[Start of section]

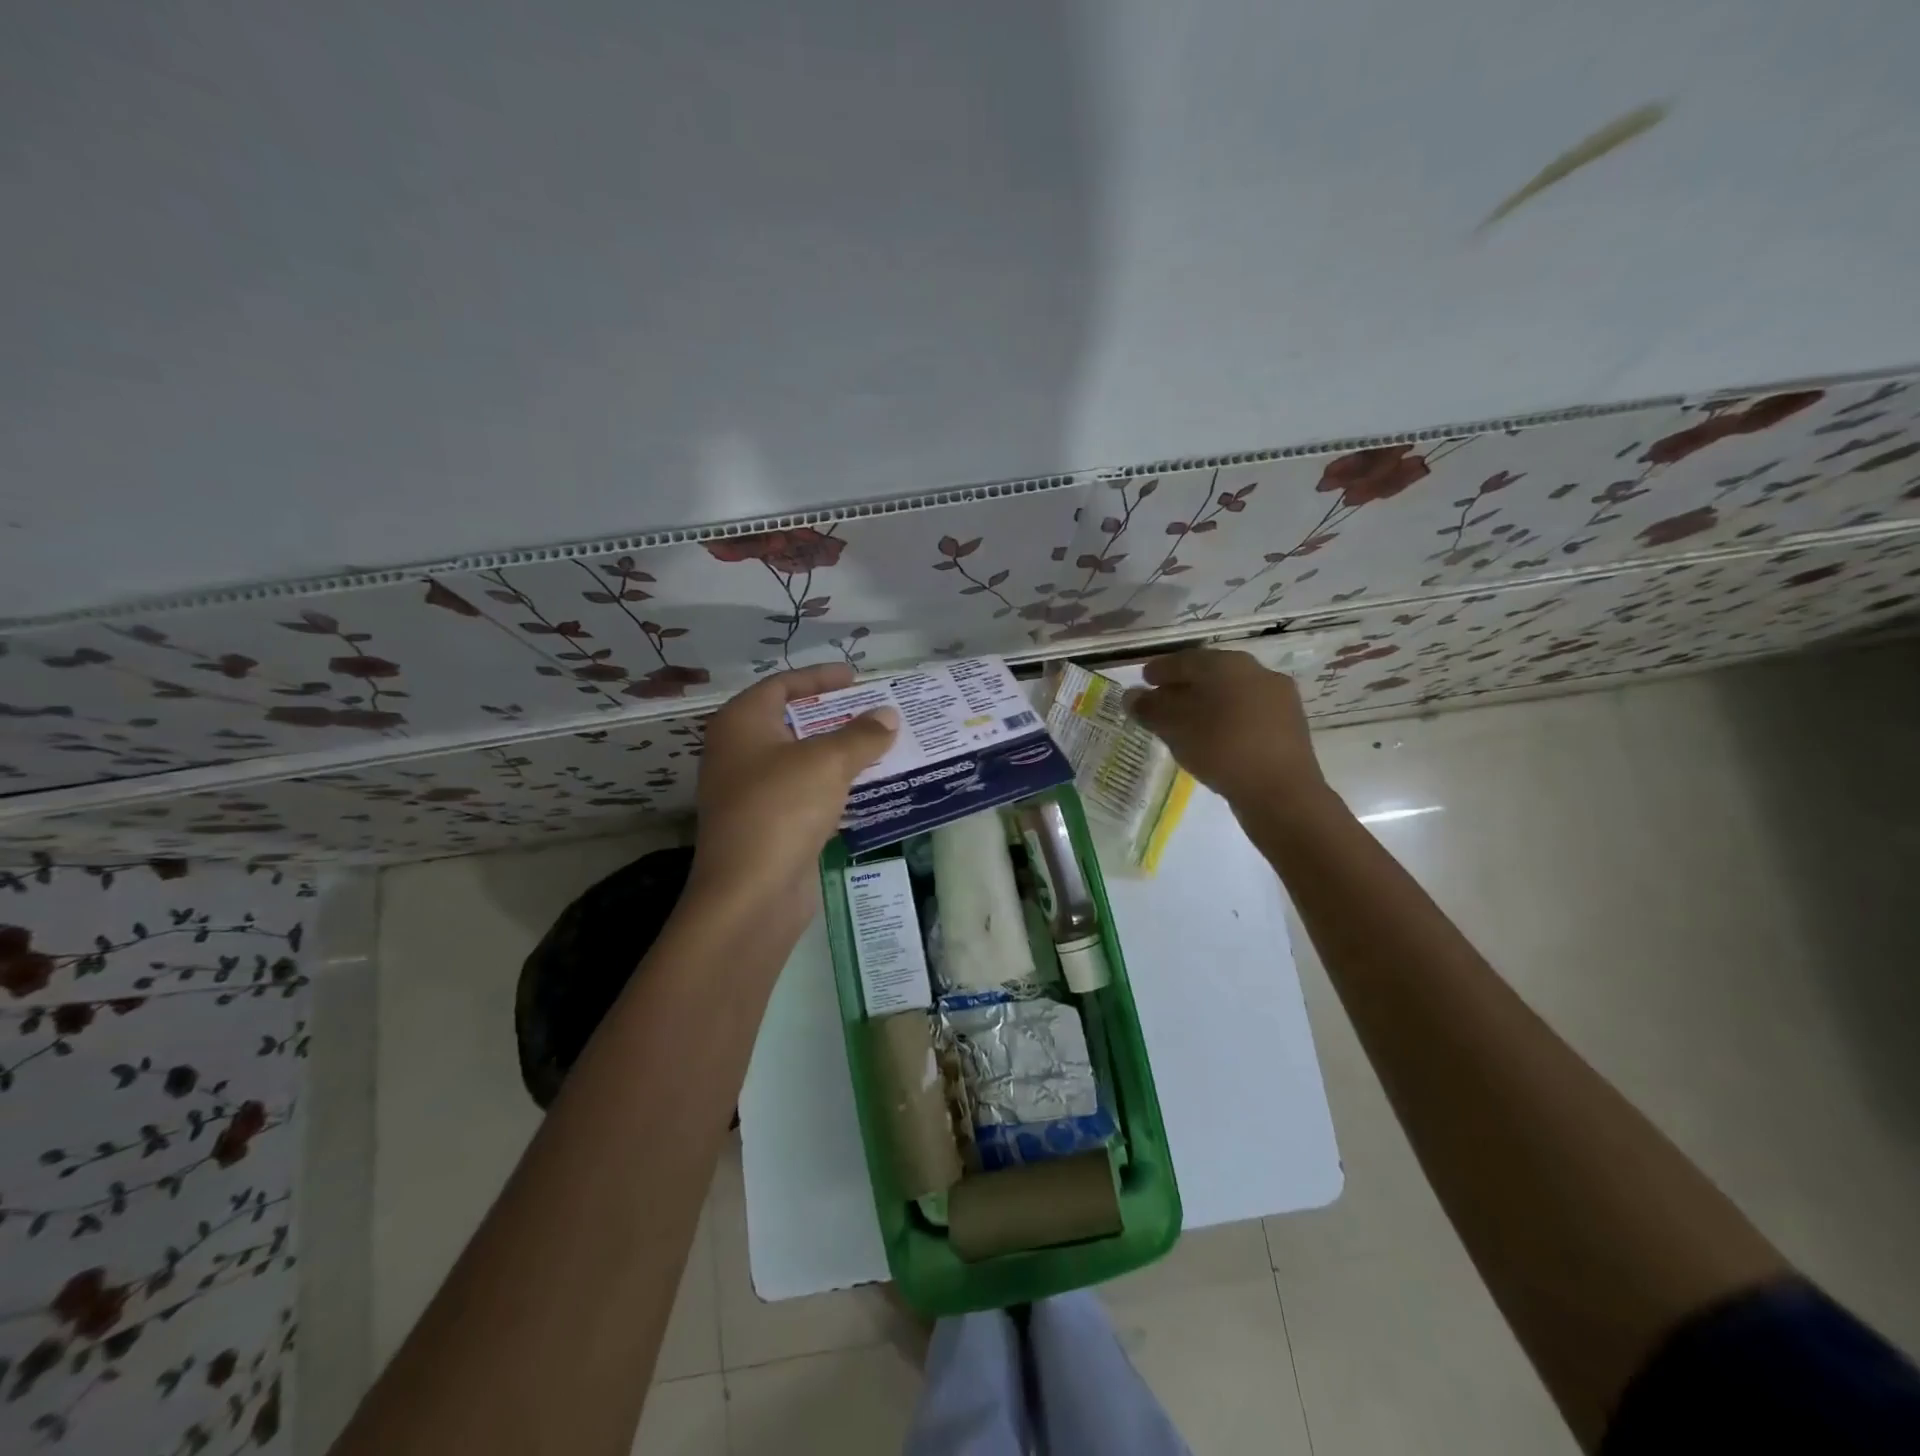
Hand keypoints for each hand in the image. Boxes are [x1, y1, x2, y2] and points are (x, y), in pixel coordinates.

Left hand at [689, 665, 898, 914]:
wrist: (751, 893)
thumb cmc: (782, 808)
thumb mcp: (828, 762)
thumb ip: (862, 735)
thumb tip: (888, 716)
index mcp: (742, 724)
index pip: (781, 685)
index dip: (819, 677)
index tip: (856, 678)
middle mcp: (739, 753)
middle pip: (793, 722)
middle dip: (836, 717)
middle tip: (876, 712)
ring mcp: (752, 792)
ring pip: (803, 762)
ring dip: (840, 754)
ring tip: (882, 747)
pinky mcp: (769, 826)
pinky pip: (807, 795)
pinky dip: (834, 788)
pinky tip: (868, 788)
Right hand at [1123, 649, 1327, 811]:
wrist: (1281, 791)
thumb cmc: (1221, 748)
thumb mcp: (1175, 728)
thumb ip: (1150, 708)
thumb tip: (1131, 696)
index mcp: (1227, 664)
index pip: (1185, 660)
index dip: (1160, 670)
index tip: (1143, 680)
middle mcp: (1256, 671)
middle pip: (1210, 674)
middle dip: (1183, 685)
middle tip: (1161, 700)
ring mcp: (1277, 697)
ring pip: (1230, 693)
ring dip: (1205, 702)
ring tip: (1184, 722)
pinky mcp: (1289, 724)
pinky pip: (1247, 712)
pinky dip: (1225, 718)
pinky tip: (1213, 736)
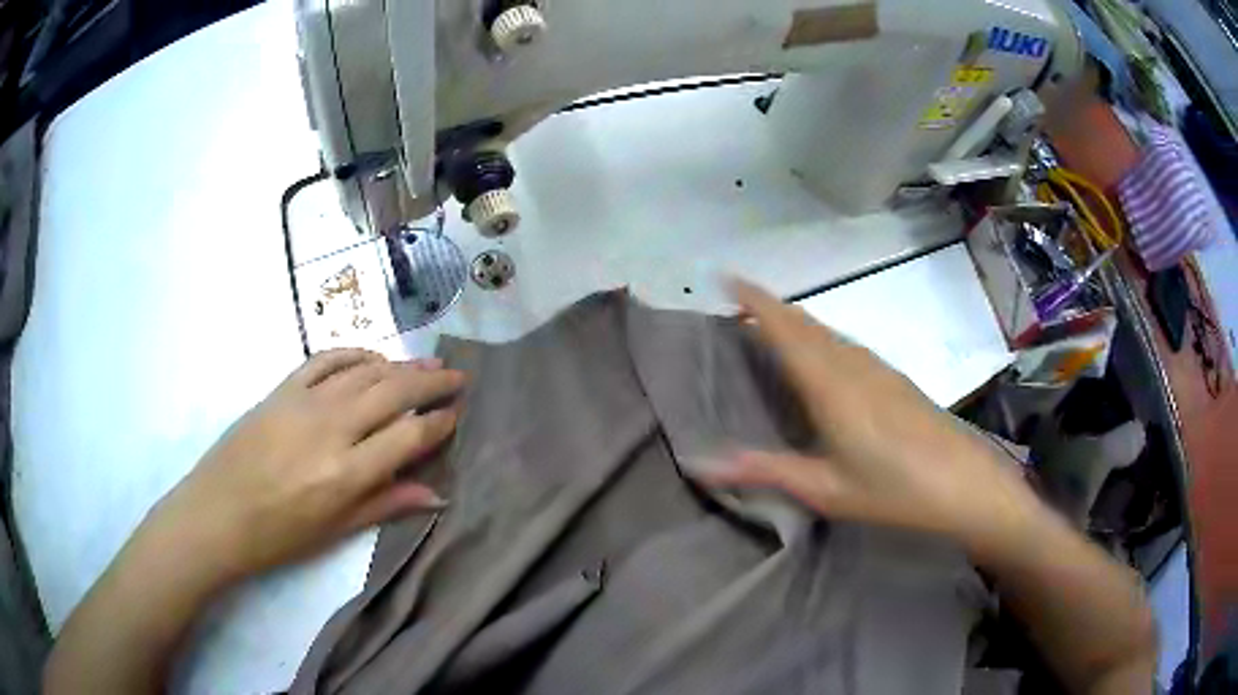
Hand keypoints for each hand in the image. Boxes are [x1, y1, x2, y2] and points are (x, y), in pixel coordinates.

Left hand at [143, 349, 464, 588]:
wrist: (217, 513)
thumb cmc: (278, 535)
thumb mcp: (335, 531)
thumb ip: (385, 505)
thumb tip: (435, 495)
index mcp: (347, 472)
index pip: (408, 435)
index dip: (439, 422)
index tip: (458, 414)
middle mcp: (332, 428)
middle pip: (393, 393)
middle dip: (431, 383)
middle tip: (458, 377)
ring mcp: (305, 402)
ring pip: (365, 371)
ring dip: (400, 365)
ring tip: (426, 364)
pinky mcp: (282, 389)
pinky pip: (325, 359)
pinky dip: (354, 354)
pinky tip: (372, 358)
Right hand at [711, 280, 1038, 550]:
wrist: (964, 482)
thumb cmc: (894, 489)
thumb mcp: (827, 490)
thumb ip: (766, 471)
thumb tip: (703, 464)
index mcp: (831, 385)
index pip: (785, 329)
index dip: (755, 301)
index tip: (726, 277)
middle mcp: (852, 364)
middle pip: (805, 323)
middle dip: (770, 307)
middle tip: (737, 304)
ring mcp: (878, 368)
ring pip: (827, 331)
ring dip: (795, 321)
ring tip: (769, 326)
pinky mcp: (894, 378)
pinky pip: (845, 344)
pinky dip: (819, 337)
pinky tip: (820, 357)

[End of section]

__Task requirements__: Pictures do not belong in the copy; repeat the rest of the listing exactly.

__Response below__:
Hand keypoints for each hand in the image. Boxes are [x1, y1, x2, y2] and points are (x, y), in pixel coordinates.

Left hand at [689, 665, 898, 914]:
wrist: (751, 893)
thumb cmc: (782, 808)
thumb mcp: (828, 762)
thumb ip: (862, 735)
thumb tip: (888, 716)
index mcp: (742, 724)
index pip: (781, 685)
index dip: (819, 677)
index tip: (856, 678)
middle mcp: (739, 753)
middle pip: (793, 722)
middle dip: (836, 717)
middle tip: (876, 712)
ring mcp: (752, 792)
ring pip: (803, 762)
ring dip: (840, 754)
ring tip: (882, 747)
pinky mcp: (769, 826)
pinky pip: (807, 795)
pinky dip: (834, 788)
pinky tip: (868, 788)
Right hand at [1123, 649, 1327, 811]:
wrist: (1281, 791)
thumb cmc: (1221, 748)
thumb mcp: (1175, 728)
thumb ip: (1150, 708)
thumb tip: (1131, 696)
index mcp: (1227, 664)
index pip: (1185, 660)
index dip: (1160, 670)
index tip: (1143, 680)
middle mcp: (1256, 671)
middle pip: (1210, 674)
middle dip: (1183, 685)
middle tip: (1161, 700)
ring mcp: (1277, 697)
ring pip: (1230, 693)
ring dip: (1205, 702)
ring tip: (1184, 722)
pinky mcp: (1289, 724)
pinky pip: (1247, 712)
pinky dip: (1225, 718)
pinky tip: (1213, 736)
Hand keypoints for each hand in the image. Boxes are [x1, y1, x2, y2] and points are (x, y), in pixel coordinates.

Left hand at [143, 349, 464, 588]:
wrist: (217, 513)
thumb cmc: (278, 535)
thumb mcp: (335, 531)
thumb ip: (385, 505)
thumb tip: (435, 495)
index mcp: (347, 472)
index pip: (408, 435)
index dip: (439, 422)
index tip: (458, 414)
middle mcp: (332, 428)
middle pip: (393, 393)
middle dip: (431, 383)
middle tip: (458, 377)
ring mcp: (305, 402)
ring pip: (365, 371)
ring dip: (400, 365)
ring tip: (426, 364)
pinky mcp: (282, 389)
pinky pip: (325, 359)
pinky dip: (354, 354)
pinky tip: (372, 358)
Right hand at [711, 280, 1038, 550]:
wrist: (964, 482)
thumb cmc: (894, 489)
thumb mcp: (827, 490)
thumb ip: (766, 471)
thumb tip: (703, 464)
index mcp: (831, 385)
index pip: (785, 329)
index dip: (755, 301)
index tip: (726, 277)
middle mcp: (852, 364)
middle pip: (805, 323)
middle dip: (770, 307)
middle tip: (737, 304)
ring mcp: (878, 368)
ring pip: (827, 331)
ring dip: (795, 321)
ring tip: (769, 326)
pinky mcp: (894, 378)
pinky pip: (845, 344)
pinky dip: (819, 337)
pinky tip: (820, 357)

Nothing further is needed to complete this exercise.